§ PROBLEM STATEMENT
The copy must match the data below line for line and contain no images.

§ Extracted data entries
—————

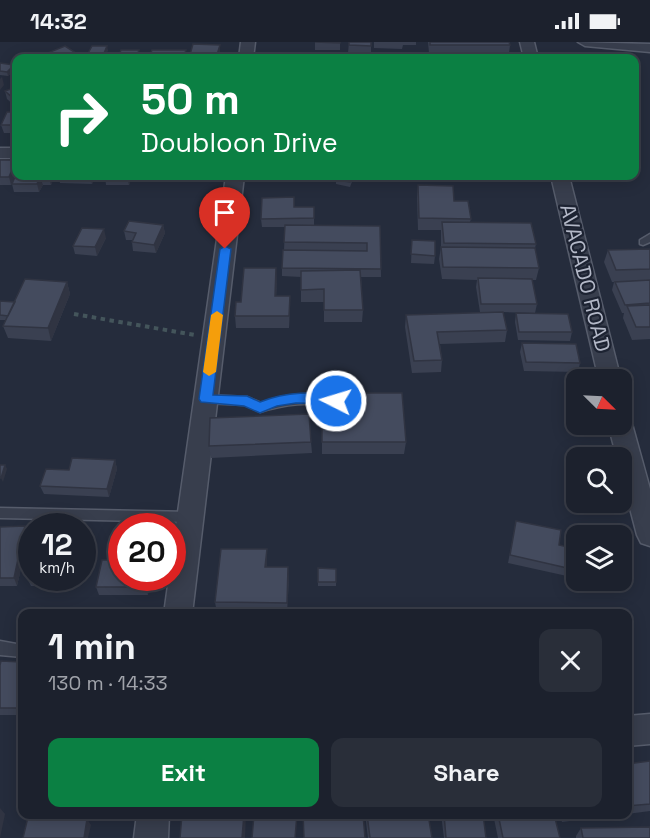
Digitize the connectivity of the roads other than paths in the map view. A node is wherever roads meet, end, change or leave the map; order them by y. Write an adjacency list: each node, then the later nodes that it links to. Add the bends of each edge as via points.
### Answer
1 (585, 42): 2 (street)
2 (650, 48)
3 (234, 180): 6 (street)
4 (561, 180): 5 (street, AVACADO ROAD)
5 (606, 369)
6 (206, 399): 7 (lane, via 247,401 260,408 275,401 296,399); 10 (street)
7 (336, 401)
8 (624, 435): 11 (street)
9 (0, 513): 10 (lane)
10 (190, 517): 12 (street)
11 (650, 535)
12 (179, 609)
13 (0, 648): 14 (lane)
14 (18, 650)
15 (650, 729): 16 (street)
16 (632, 731)
17 (153, 819): 18 (street)
18 (151, 838)

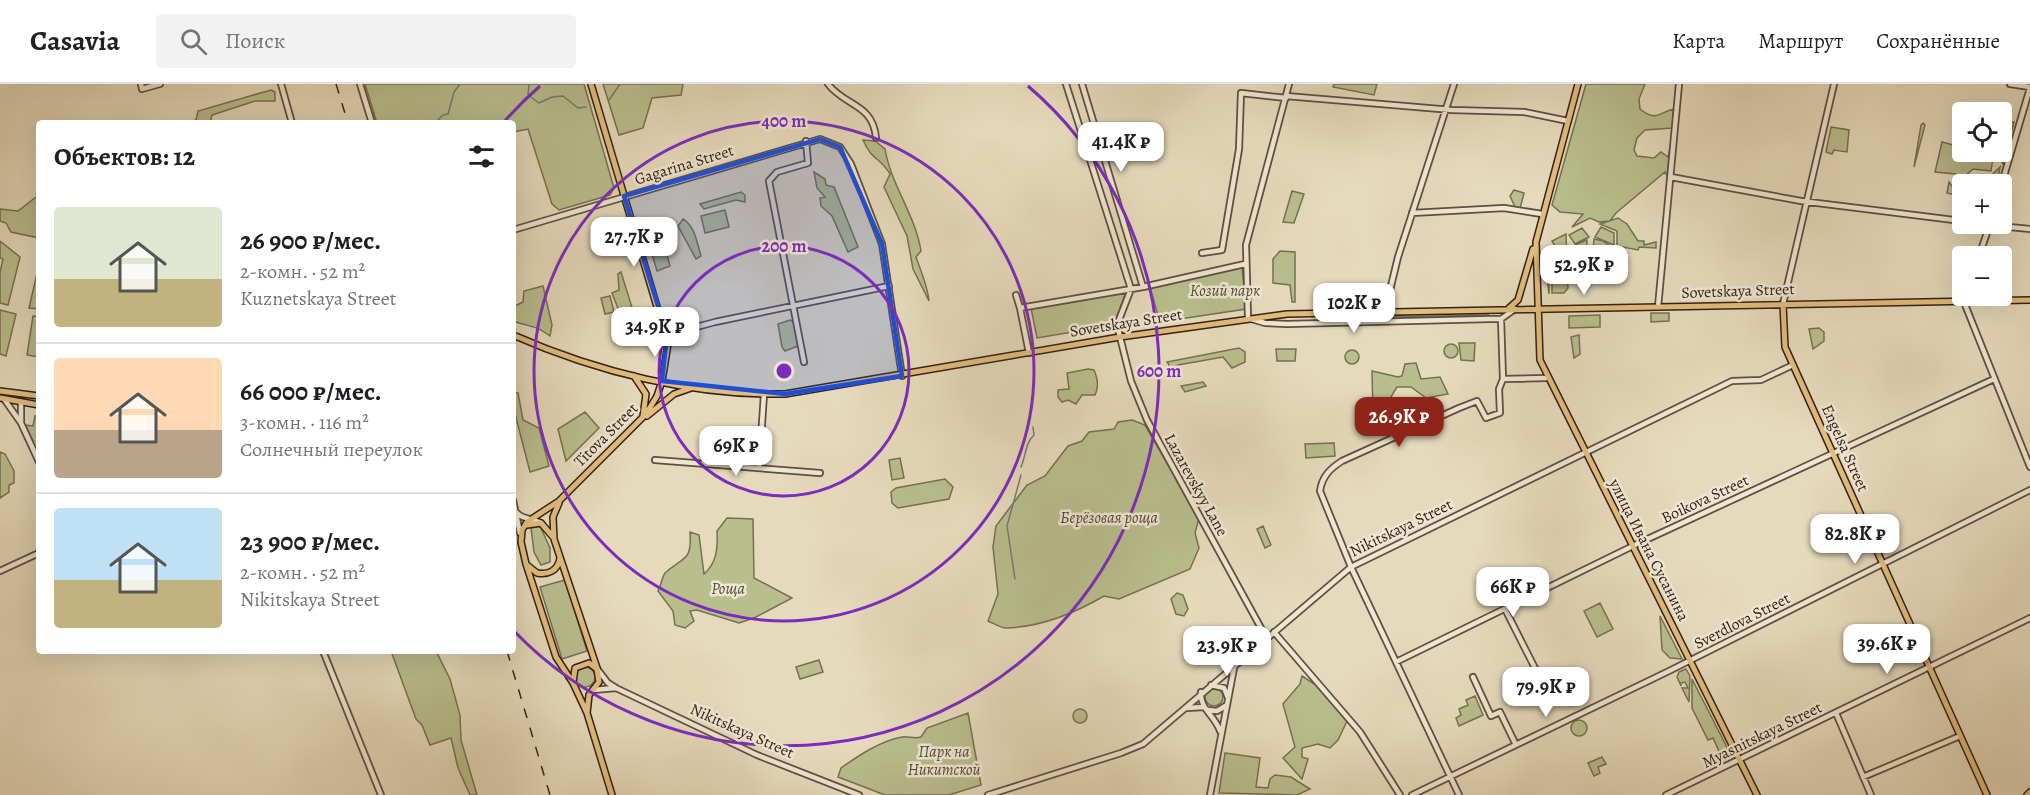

—————

§ TASK RESULT
Digitize the connectivity of the roads other than paths in the map view. A node is wherever roads meet, end, change or leave the map; order them by y. Write an adjacency list: each node, then the later nodes that it links to. Add the bends of each edge as via points.
### Answer
1 (585, 42): 2 (street)
2 (650, 48)
3 (234, 180): 6 (street)
4 (561, 180): 5 (street, AVACADO ROAD)
5 (606, 369)
6 (206, 399): 7 (lane, via 247,401 260,408 275,401 296,399); 10 (street)
7 (336, 401)
8 (624, 435): 11 (street)
9 (0, 513): 10 (lane)
10 (190, 517): 12 (street)
11 (650, 535)
12 (179, 609)
13 (0, 648): 14 (lane)
14 (18, 650)
15 (650, 729): 16 (street)
16 (632, 731)
17 (153, 819): 18 (street)
18 (151, 838)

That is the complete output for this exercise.